#### Problem details
Pick out every line of the entries below where "graph" occurs, and copy those lines.

#### Entries shown
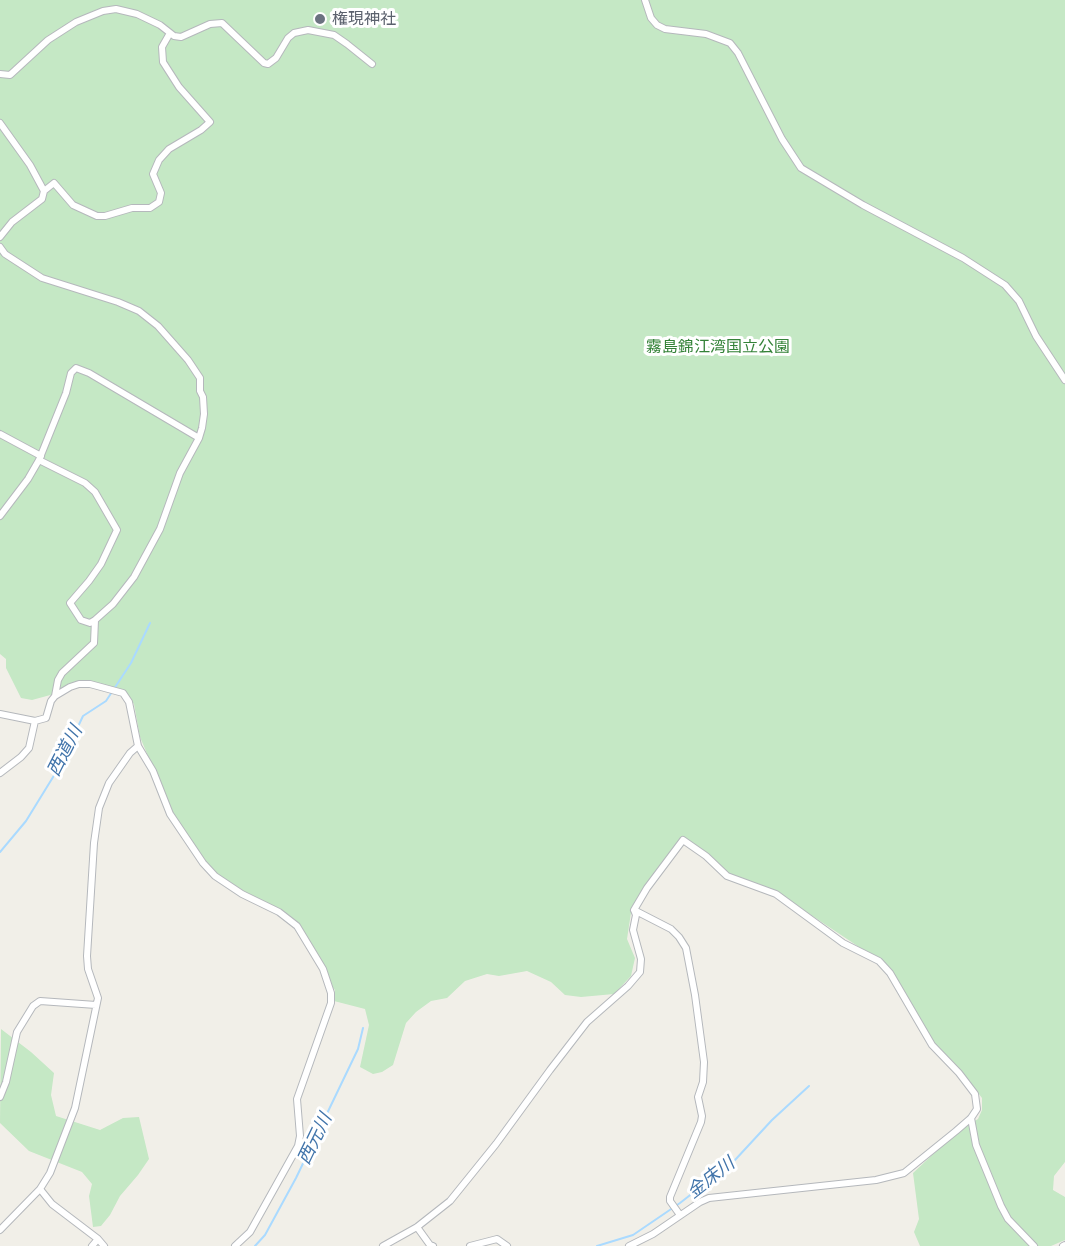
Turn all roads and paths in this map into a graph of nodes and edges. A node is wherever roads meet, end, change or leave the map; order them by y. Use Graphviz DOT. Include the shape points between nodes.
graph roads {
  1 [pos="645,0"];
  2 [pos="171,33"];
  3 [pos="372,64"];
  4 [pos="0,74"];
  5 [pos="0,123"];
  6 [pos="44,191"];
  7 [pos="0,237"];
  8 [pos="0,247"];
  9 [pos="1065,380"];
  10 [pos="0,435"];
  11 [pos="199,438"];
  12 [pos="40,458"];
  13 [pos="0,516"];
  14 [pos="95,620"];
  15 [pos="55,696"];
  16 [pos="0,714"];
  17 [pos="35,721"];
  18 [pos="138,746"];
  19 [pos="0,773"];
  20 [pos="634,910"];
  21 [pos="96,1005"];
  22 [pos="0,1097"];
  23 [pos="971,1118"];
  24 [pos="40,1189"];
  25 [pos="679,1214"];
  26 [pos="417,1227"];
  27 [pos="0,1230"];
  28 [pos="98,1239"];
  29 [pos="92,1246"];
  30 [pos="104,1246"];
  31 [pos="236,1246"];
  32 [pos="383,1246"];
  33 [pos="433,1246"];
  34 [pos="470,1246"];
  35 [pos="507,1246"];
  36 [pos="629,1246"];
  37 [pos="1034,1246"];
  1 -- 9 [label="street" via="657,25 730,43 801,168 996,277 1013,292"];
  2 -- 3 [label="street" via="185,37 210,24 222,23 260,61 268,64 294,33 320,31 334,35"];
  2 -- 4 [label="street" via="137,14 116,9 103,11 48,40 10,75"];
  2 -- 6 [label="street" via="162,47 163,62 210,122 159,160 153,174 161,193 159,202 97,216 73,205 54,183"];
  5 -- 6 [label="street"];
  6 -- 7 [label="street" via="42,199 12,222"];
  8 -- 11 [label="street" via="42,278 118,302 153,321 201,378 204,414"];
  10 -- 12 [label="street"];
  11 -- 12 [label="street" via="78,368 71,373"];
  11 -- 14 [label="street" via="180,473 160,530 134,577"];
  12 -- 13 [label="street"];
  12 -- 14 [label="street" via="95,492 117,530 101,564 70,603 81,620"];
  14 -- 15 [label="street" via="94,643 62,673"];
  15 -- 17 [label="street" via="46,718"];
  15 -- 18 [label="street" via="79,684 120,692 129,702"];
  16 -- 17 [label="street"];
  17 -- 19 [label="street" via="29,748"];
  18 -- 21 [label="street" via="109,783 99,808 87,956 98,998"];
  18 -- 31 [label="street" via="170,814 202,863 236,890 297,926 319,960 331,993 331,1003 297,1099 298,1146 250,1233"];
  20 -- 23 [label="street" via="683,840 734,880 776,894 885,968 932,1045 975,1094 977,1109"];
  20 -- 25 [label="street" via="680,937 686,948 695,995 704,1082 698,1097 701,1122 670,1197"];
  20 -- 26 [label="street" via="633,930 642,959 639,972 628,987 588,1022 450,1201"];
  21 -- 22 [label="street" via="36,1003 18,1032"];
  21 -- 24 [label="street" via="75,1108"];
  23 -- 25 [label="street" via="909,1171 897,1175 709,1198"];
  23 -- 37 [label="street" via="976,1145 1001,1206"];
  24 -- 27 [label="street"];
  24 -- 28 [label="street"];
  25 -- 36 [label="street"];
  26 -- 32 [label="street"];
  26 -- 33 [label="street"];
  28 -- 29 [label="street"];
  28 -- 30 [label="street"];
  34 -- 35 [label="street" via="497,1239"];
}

#### Response to this exercise
Turn all roads and paths in this map into a graph of nodes and edges. A node is wherever roads meet, end, change or leave the map; order them by y. Use Graphviz DOT. Include the shape points between nodes.
graph roads {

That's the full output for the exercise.